In the data that follows, count each line with the string "roads"; the reply is the number only.

------------------------------------------------------------

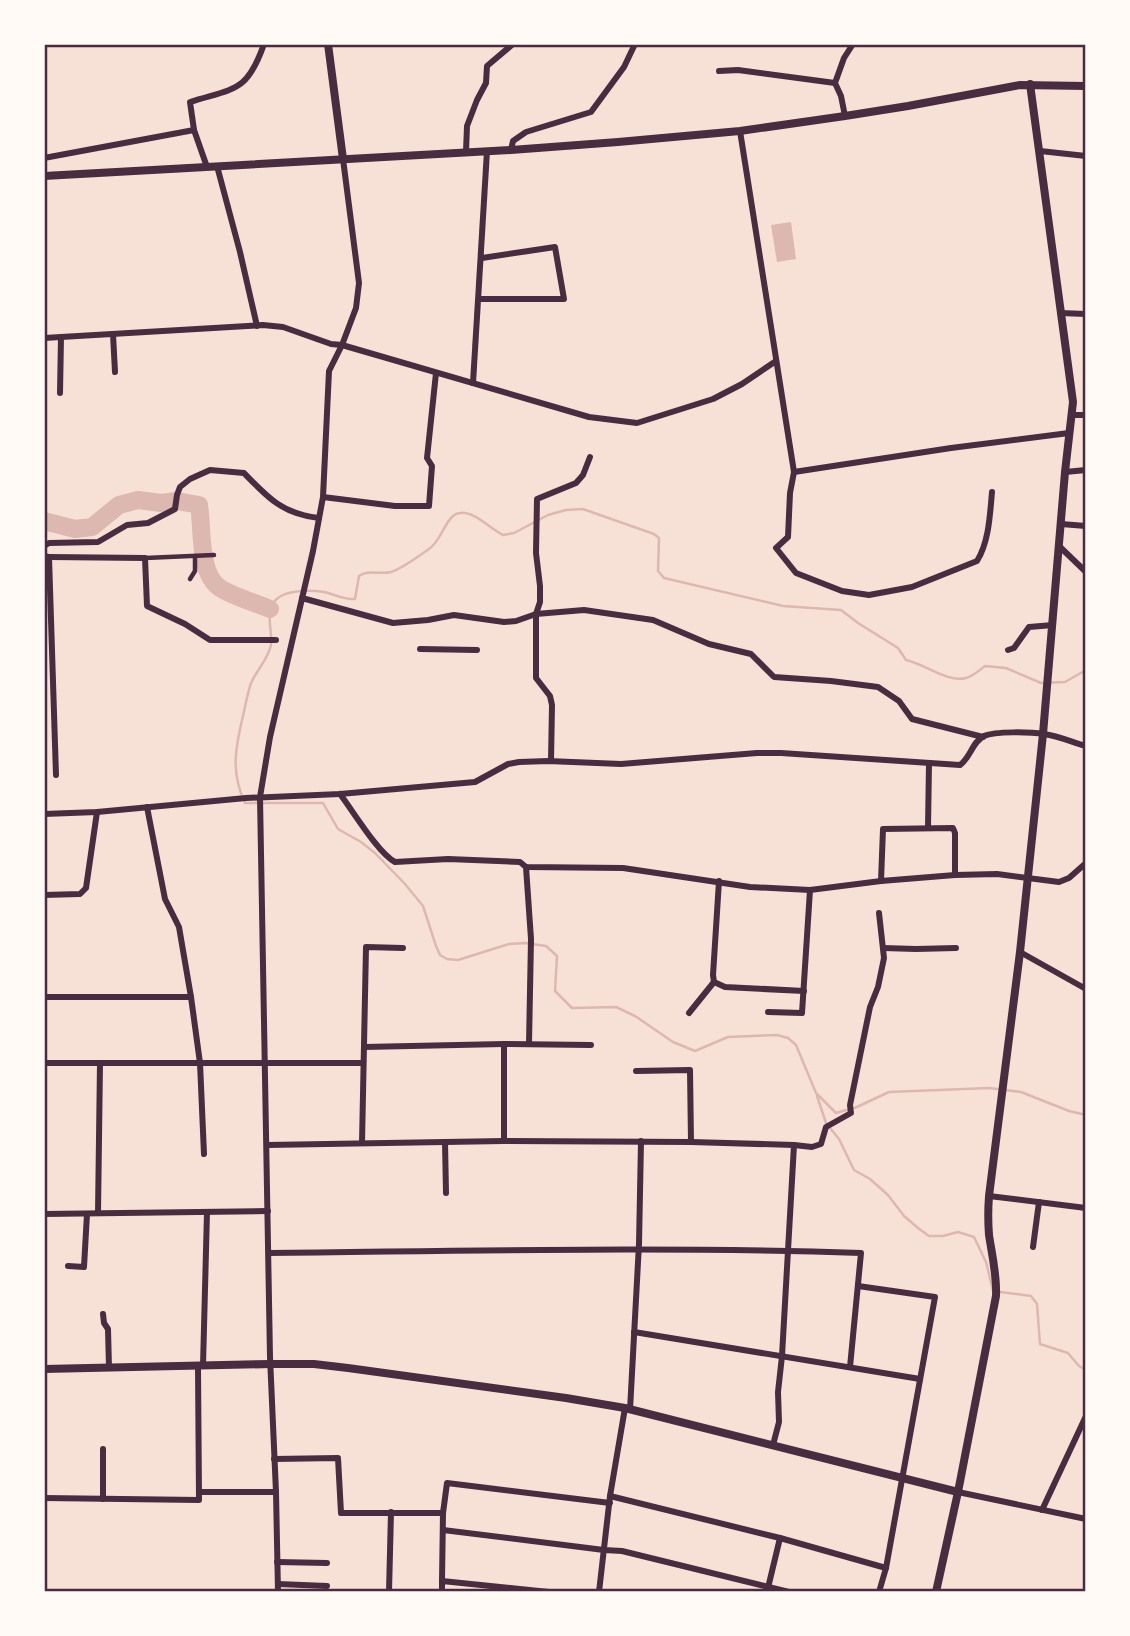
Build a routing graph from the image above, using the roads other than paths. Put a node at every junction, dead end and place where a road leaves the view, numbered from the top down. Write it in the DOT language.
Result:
graph roads {
  1 [pos="264,44"];
  2 [pos="328,44"];
  3 [pos="513,44"];
  4 [pos="635,44"];
  5 [pos="853,44"];
  6 [pos="719,71"];
  7 [pos="835,83"];
  8 [pos="1030,84"];
  9 [pos="1086,86"];
  10 [pos="845,116"];
  11 [pos="194,130"];
  12 [pos="740,131"];
  13 [pos="511,150"];
  14 [pos="487,151"];
  15 [pos="1040,151"];
  16 [pos="466,152"];
  17 [pos="1086,156"];
  18 [pos="44,158"];
  19 [pos="343,159"];
  20 [pos="212,167"];
  21 [pos="44,176"];
  22 [pos="482,258"];
  23 [pos="479,299"];
  24 [pos="1060,313"];
  25 [pos="1086,314"];
  26 [pos="257,326"];
  27 [pos="113,334"];
  28 [pos="61,337"];
  29 [pos="44,338"];
  30 [pos="342,345"];
  31 [pos="776,362"];
  32 [pos="115,372"];
  33 [pos="436,373"];
  34 [pos="473,383"];
  35 [pos="61,393"];
  36 [pos="1072,415"];
  37 [pos="1086,415"];
  38 [pos="1069,433"];
  39 [pos="590,457"];
  40 [pos="1086,470"];
  41 [pos="794,472"];
  42 [pos="1065,472"];
  43 [pos="992,492"];
  44 [pos="323,497"];
  45 [pos="319,518"];
  46 [pos="1061,524"];
  47 [pos="1086,526"];
  48 [pos="1059,546"];
  49 [pos="44,547"];
  50 [pos="214,555"];
  51 [pos="196,556"];
  52 [pos="46,557"];
  53 [pos="145,558"];
  54 [pos="1086,572"];
  55 [pos="190,579"];
  56 [pos="303,594"];
  57 [pos="536,614"];
  58 [pos="1053,625"];
  59 [pos="273,640"];
  60 [pos="420,649"];
  61 [pos="477,650"];
  62 [pos="1008,650"];
  63 [pos="1043,734"];
  64 [pos="983,737"];
  65 [pos="1086,746"];
  66 [pos="551,761"];
  67 [pos="929,763"];
  68 [pos="55,775"];
  69 [pos="340,793"];
  70 [pos="260,802"];
  71 [pos="147,807"];
  72 [pos="97,811"];
  73 [pos="44,814"];
  74 [pos="928,828"];
  75 [pos="1086,863"];
  76 [pos="526,867"];
  77 [pos="955,875"];
  78 [pos="1027,879"];
  79 [pos="719,881"];
  80 [pos="881,881"];
  81 [pos="810,890"];
  82 [pos="44,895"];
  83 [pos="879,914"];
  84 [pos="403,948"];
  85 [pos="883,948"];
  86 [pos="956,948"];
  87 [pos="1020,952"];
  88 [pos="714,982"];
  89 [pos="1086,989"];
  90 [pos="804,991"];
  91 [pos="44,997"];
  92 [pos="191,997"];
  93 [pos="768,1012"];
  94 [pos="689,1013"];
  95 [pos="504,1044"];
  96 [pos="528,1044"];
  97 [pos="591,1045"];
  98 [pos="364,1047"];
  99 [pos="44,1063"];
  100 [pos="100,1063"];
  101 [pos="200,1063"];
  102 [pos="266,1063"];
  103 [pos="363,1063"];
  104 [pos="636,1071"];
  105 [pos="504,1141"];
  106 [pos="445,1142"];
  107 [pos="641,1142"];
  108 [pos="691,1142"];
  109 [pos="362,1143"];
  110 [pos="267,1145"];
  111 [pos="794,1145"];
  112 [pos="204,1154"];
  113 [pos="446,1193"];
  114 [pos="989,1196"];
  115 [pos="1039,1202"];
  116 [pos="1086,1208"];
  117 [pos="207,1212"];
  118 [pos="268,1212"];
  119 [pos="98,1213"];
  120 [pos="44,1214"];
  121 [pos="87,1214"];
  122 [pos="1033,1247"];
  123 [pos="639,1251"];
  124 [pos="787,1251"];
  125 [pos="269,1253"];
  126 [pos="68,1266"];
  127 [pos="858,1286"];
  128 [pos="103,1314"];
  129 [pos="634,1332"];
  130 [pos="782,1356"];
  131 [pos="271,1364"];
  132 [pos="201,1366"];
  133 [pos="850,1367"];
  134 [pos="109,1368"];
  135 [pos="44,1369"];
  136 [pos="920,1379"];
  137 [pos="628,1409"];
  138 [pos="1086,1416"];
  139 [pos="773,1445"];
  140 [pos="103,1449"];
  141 [pos="274,1459"];
  142 [pos="902,1477"];
  143 [pos="199,1492"];
  144 [pos="276,1492"];
  145 [pos="958,1492"];
  146 [pos="44,1498"];
  147 [pos="103,1499"];
  148 [pos="610,1499"];
  149 [pos="1042,1510"];
  150 [pos="391,1512"];
  151 [pos="443,1513"];
  152 [pos="1086,1519"];
  153 [pos="443,1530"];
  154 [pos="780,1538"];
  155 [pos="604,1550"];
  156 [pos="277,1562"];
  157 [pos="327,1563"];
  158 [pos="886,1567"];
  159 [pos="442,1581"];
  160 [pos="278,1584"];
  161 [pos="327,1586"];
  162 [pos="767,1590"];
  163 [pos="278,1592"];
  164 [pos="389,1592"];
  165 [pos="442,1592"];
  166 [pos="549,1592"];
  167 [pos="599,1592"];
  168 [pos="789,1592"];
  169 [pos="880,1592"];
  170 [pos="936,1592"];
  1 -- 11 [label="street"];
  2 -- 19 [label="street"];
  3 -- 16 [label="street"];
  4 -- 13 [label="street"];
  5 -- 7 [label="street"];
  6 -- 7 [label="street"];
  7 -- 10 [label="street"];
  8 -- 9 [label="street"];
  8 -- 10 [label="street"];
  8 -- 15 [label="street"];
  10 -- 12 [label="street"];
  11 -- 18 [label="street"];
  11 -- 20 [label="street"];
  12 -- 13 [label="street"];
  12 -- 31 [label="street"];
  13 -- 14 [label="street"];
  14 -- 16 [label="street"];
  14 -- 22 [label="street"];
  15 -- 17 [label="street"];
  15 -- 24 [label="street"];
  16 -- 19 [label="street"];
  19 -- 20 [label="street"];
  19 -- 30 [label="street"];
  20 -- 21 [label="street"];
  20 -- 26 [label="street"];
  22 -- 23 [label="street"];
  22 -- 23 [label="street"];
  23 -- 34 [label="street"];
  24 -- 25 [label="street"];
  24 -- 36 [label="street"];
  26 -- 27 [label="street"];
  26 -- 30 [label="street"];
  27 -- 28 [label="street"];
  27 -- 32 [label="street"];
  28 -- 29 [label="street"];
  28 -- 35 [label="street"];
  30 -- 33 [label="street"];
  30 -- 44 [label="street"];
  31 -- 34 [label="street"];
  31 -- 41 [label="street"];
  33 -- 34 [label="street"];
  33 -- 44 [label="street"];
  36 -- 37 [label="street"];
  36 -- 38 [label="street"];
  38 -- 41 [label="street"];
  38 -- 42 [label="street"];
  39 -- 57 [label="street"];
  40 -- 42 [label="street"];
  41 -- 43 [label="street"];
  42 -- 46 [label="street"];
  44 -- 45 [label="street"];
  45 -- 49 [label="street"];
  45 -- 56 [label="street"];
  46 -- 47 [label="street"];
  46 -- 48 [label="street"];
  48 -- 54 [label="street"];
  48 -- 58 [label="street"];
  50 -- 51 [label="street"];
  51 -- 53 [label="street"];
  51 -- 55 [label="street"];
  52 -- 53 [label="street"];
  52 -- 68 [label="street"];
  53 -- 59 [label="street"];
  56 -- 57 [label="street"];
  56 -- 70 [label="street"];
  57 -- 64 [label="street"];
  57 -- 66 [label="street"];
  58 -- 62 [label="street"];
  58 -- 63 [label="street"];
  60 -- 61 [label="street"];
  63 -- 64 [label="street"];
  63 -- 65 [label="street"];
  63 -- 78 [label="street"];
  64 -- 67 [label="street"];
  66 -- 67 [label="street"];
  66 -- 69 [label="street"];
  67 -- 74 [label="street"];
  69 -- 70 [label="street"];
  69 -- 76 [label="street"];
  70 -- 71 [label="street"];
  70 -- 102 [label="street"];
  71 -- 72 [label="street"];
  71 -- 92 [label="street"];
  72 -- 73 [label="street"];
  72 -- 82 [label="street"];
  74 -- 77 [label="street"];
  74 -- 80 [label="street"];
  75 -- 78 [label="street"];
  76 -- 79 [label="street"];
  76 -- 96 [label="street"];
  77 -- 78 [label="street"];
  77 -- 80 [label="street"];
  78 -- 87 [label="street"];
  79 -- 81 [label="street"];
  79 -- 88 [label="street"];
  80 -- 81 [label="street"];
  81 -- 90 [label="street"];
  83 -- 85 [label="street"];
  84 -- 98 [label="street"];
  85 -- 86 [label="street"];
  85 -- 111 [label="street"];
  87 -- 89 [label="street"];
  87 -- 114 [label="street"];
  88 -- 90 [label="street"];
  88 -- 94 [label="street"];
  90 -- 93 [label="street"];
  91 -- 92 [label="street"];
  92 -- 101 [label="street"];
  95 -- 96 [label="street"];
  95 -- 98 [label="street"];
  95 -- 105 [label="street"];
  96 -- 97 [label="street"];
  98 -- 103 [label="street"];
  99 -- 100 [label="street"];
  100 -- 101 [label="street"];
  100 -- 119 [label="street"];
  101 -- 102 [label="street"];
  101 -- 112 [label="street"];
  102 -- 103 [label="street"];
  102 -- 110 [label="street"];
  103 -- 109 [label="street"];
  104 -- 108 [label="street"];
  105 -- 106 [label="street"];
  105 -- 107 [label="street"];
  106 -- 109 [label="street"];
  106 -- 113 [label="street"];
  107 -- 108 [label="street"];
  107 -- 123 [label="street"];
  108 -- 111 [label="street"];
  109 -- 110 [label="street"];
  110 -- 118 [label="street"];
  111 -- 124 [label="street"];
  114 -- 115 [label="street"];
  114 -- 145 [label="street"];
  115 -- 116 [label="street"];
  115 -- 122 [label="street"];
  117 -- 118 [label="street"];
  117 -- 119 [label="street"];
  117 -- 132 [label="street"];
  118 -- 125 [label="street"];
  119 -- 121 [label="street"];
  120 -- 121 [label="street"];
  121 -- 126 [label="street"];
  123 -- 124 [label="street"];
  123 -- 125 [label="street"];
  123 -- 129 [label="street"];
  124 -- 127 [label="street"];
  124 -- 130 [label="street"];
  125 -- 131 [label="street"];
  127 -- 133 [label="street"];
  127 -- 136 [label="street"];
  128 -- 134 [label="street"];
  129 -- 130 [label="street"];
  129 -- 137 [label="street"];
  130 -- 133 [label="street"];
  130 -- 139 [label="street"];
  131 -- 132 [label="street"];
  131 -- 137 [label="street"];
  131 -- 141 [label="street"];
  132 -- 134 [label="street"];
  132 -- 143 [label="street"];
  133 -- 136 [label="street"];
  134 -- 135 [label="street"];
  136 -- 142 [label="street"];
  137 -- 139 [label="street"];
  137 -- 148 [label="street"];
  138 -- 149 [label="street"];
  139 -- 142 [label="street"];
  140 -- 147 [label="street"];
  141 -- 144 [label="street"];
  141 -- 150 [label="street"];
  142 -- 145 [label="street"];
  142 -- 158 [label="street"];
  143 -- 144 [label="street"];
  143 -- 147 [label="street"];
  144 -- 156 [label="street"];
  145 -- 149 [label="street"];
  145 -- 170 [label="street"];
  146 -- 147 [label="street"];
  148 -- 151 [label="street"];
  148 -- 154 [label="street"];
  148 -- 155 [label="street"];
  149 -- 152 [label="street"];
  150 -- 151 [label="street"];
  150 -- 164 [label="street"];
  151 -- 153 [label="street"];
  153 -- 155 [label="street"];
  153 -- 159 [label="street"];
  154 -- 158 [label="street"];
  154 -- 162 [label="street"];
  155 -- 162 [label="street"];
  155 -- 167 [label="street"];
  156 -- 157 [label="street"];
  156 -- 160 [label="street"];
  158 -- 169 [label="street"];
  159 -- 165 [label="street"];
  159 -- 166 [label="street"];
  160 -- 161 [label="street"];
  160 -- 163 [label="street"];
  162 -- 168 [label="street"];
}
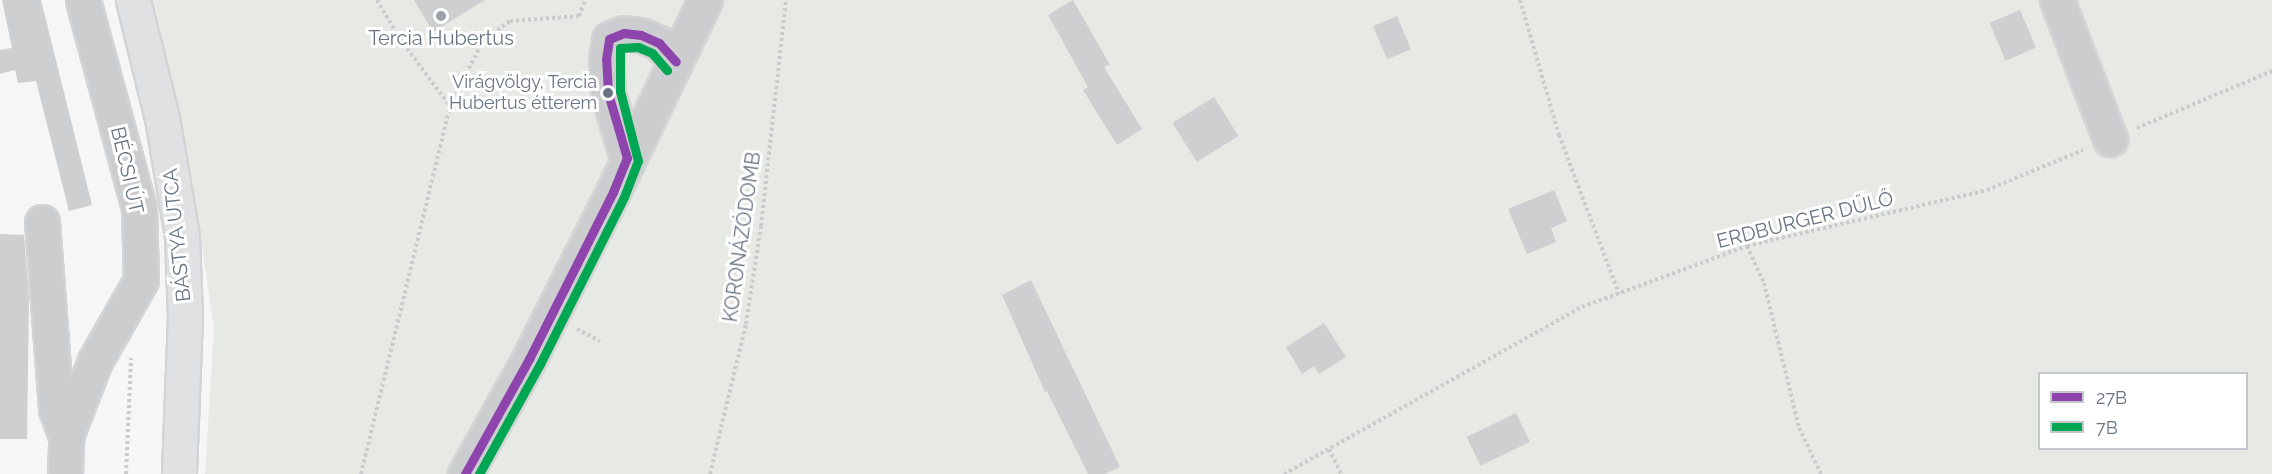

------------------------------------------------------------

**Exercise output**. 2